## Task goal
Keep the pictures out, please, and set down every record exactly.

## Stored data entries
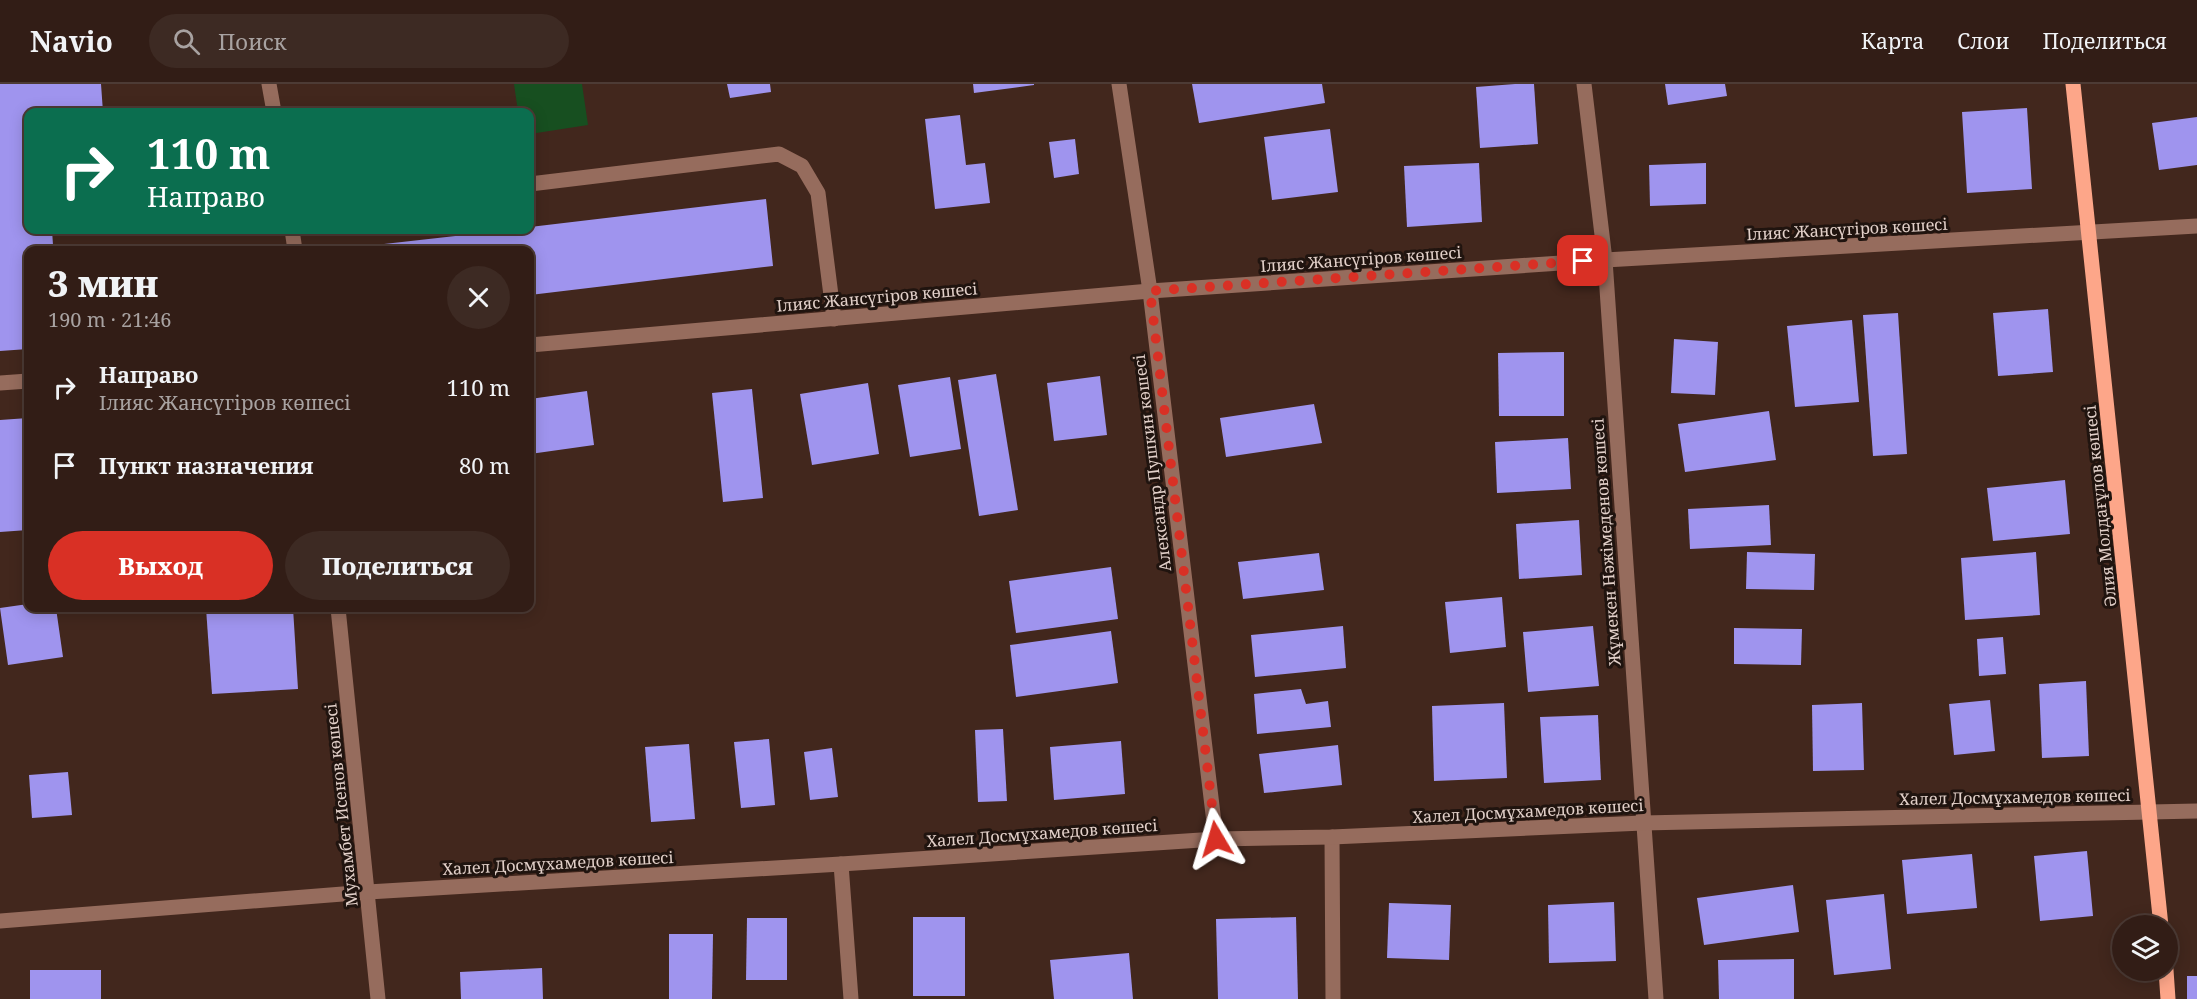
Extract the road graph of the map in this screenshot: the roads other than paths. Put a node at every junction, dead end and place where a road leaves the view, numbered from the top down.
1 (269, 84) edge
2 (1119, 84) edge
3 (1584, 84) edge
4 (2073, 84) edge
5 (272, 108) edge
6 (534, 184) edge
7 (2197, 226) edge
8 (2090, 233) junction
9 (1605, 260) junction
10 (1150, 291) junction
11 (834, 319) junction
12 (534, 345) edge
13 (24, 381) edge
14 (0, 383) edge
15 (338, 612) edge
16 (2197, 811) edge
17 (2150, 813) junction
18 (1643, 823) junction
19 (1332, 837) junction
20 (1216, 839) junction
21 (841, 864) junction
22 (368, 892) junction
23 (2160, 915) edge
24 (0, 921) edge
25 (2167, 981) edge
26 (378, 999) edge
27 (851, 999) edge
28 (1333, 999) edge
29 (1656, 999) edge
30 (2168, 999) edge

1 - 5 street
2 - 10 street, Александр Пушкин көшесі
3 - 9 street, Жұмекен Нәжімеденов көшесі
4 - 8 main road, Әлия Молдағұлов көшесі
6 - 11 street
7 - 8 street, Ілияс Жансүгіров көшесі
8 - 9 street, Ілияс Жансүгіров көшесі
8 - 17 main road, Әлия Молдағұлов көшесі
9 - 10 street, Ілияс Жансүгіров көшесі
9 - 18 street, Жұмекен Нәжімеденов көшесі
10 - 11 street, Ілияс Жансүгіров көшесі
10 - 20 street, Александр Пушкин көшесі
11 - 12 street, Ілияс Жансүгіров көшесі
13 - 14 street
15 - 22 street, Мухамбет Исенов көшесі
16 - 17 street, Халел Досмұхамедов көшесі
17 - 18 street, Халел Досмұхамедов көшесі
17 - 23 main road, Әлия Молдағұлов көшесі
18 - 19 street, Халел Досмұхамедов көшесі
18 - 29 street, Жұмекен Нәжімеденов көшесі
19 - 20 street, Халел Досмұхамедов көшесі
19 - 28 street
20 - 21 street, Халел Досмұхамедов көшесі
21 - 22 street, Халел Досмұхамедов көшесі
21 - 27 street
22 - 24 street, Халел Досмұхамедов көшесі
22 - 26 street, Мухамбет Исенов көшесі
25 - 30 main road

## Your response
Extract the road graph of the map in this screenshot: the roads other than paths. Put a node at every junction, dead end and place where a road leaves the view, numbered from the top down.
1 (269, 84) edge
2 (1119, 84) edge
3 (1584, 84) edge
4 (2073, 84) edge
5 (272, 108) edge
6 (534, 184) edge
7 (2197, 226) edge
8 (2090, 233) junction
9 (1605, 260) junction
10 (1150, 291) junction
11 (834, 319) junction
12 (534, 345) edge
13 (24, 381) edge
14 (0, 383) edge
15 (338, 612) edge
16 (2197, 811) edge
17 (2150, 813) junction
18 (1643, 823) junction
19 (1332, 837) junction
20 (1216, 839) junction
21 (841, 864) junction
22 (368, 892) junction
23 (2160, 915) edge
24 (0, 921) edge
25 (2167, 981) edge
26 (378, 999) edge
27 (851, 999) edge
28 (1333, 999) edge
29 (1656, 999) edge
30 (2168, 999) edge

1 - 5 street
2 - 10 street, Александр Пушкин көшесі
3 - 9 street, Жұмекен Нәжімеденов көшесі
4 - 8 main road, Әлия Молдағұлов көшесі
6 - 11 street
7 - 8 street, Ілияс Жансүгіров көшесі
8 - 9 street, Ілияс Жансүгіров көшесі
8 - 17 main road, Әлия Молдағұлов көшесі
9 - 10 street, Ілияс Жансүгіров көшесі
9 - 18 street, Жұмекен Нәжімеденов көшесі
10 - 11 street, Ілияс Жансүгіров көшесі
10 - 20 street, Александр Пушкин көшесі
11 - 12 street, Ілияс Жансүгіров көшесі
13 - 14 street
15 - 22 street, Мухамбет Исенов көшесі
16 - 17 street, Халел Досмұхамедов көшесі
17 - 18 street, Халел Досмұхамедов көшесі
17 - 23 main road, Әлия Молдағұлов көшесі
18 - 19 street, Халел Досмұхамедов көшесі
18 - 29 street, Жұмекен Нәжімеденов көшесі
19 - 20 street, Халел Досмұхамедов көшесі
19 - 28 street
20 - 21 street, Халел Досмұхамедов көшесі
21 - 22 street, Халел Досмұхамедов көшесі
21 - 27 street
22 - 24 street, Халел Досмұхамедов көшесі
22 - 26 street, Мухамбет Исенов көшесі
25 - 30 main road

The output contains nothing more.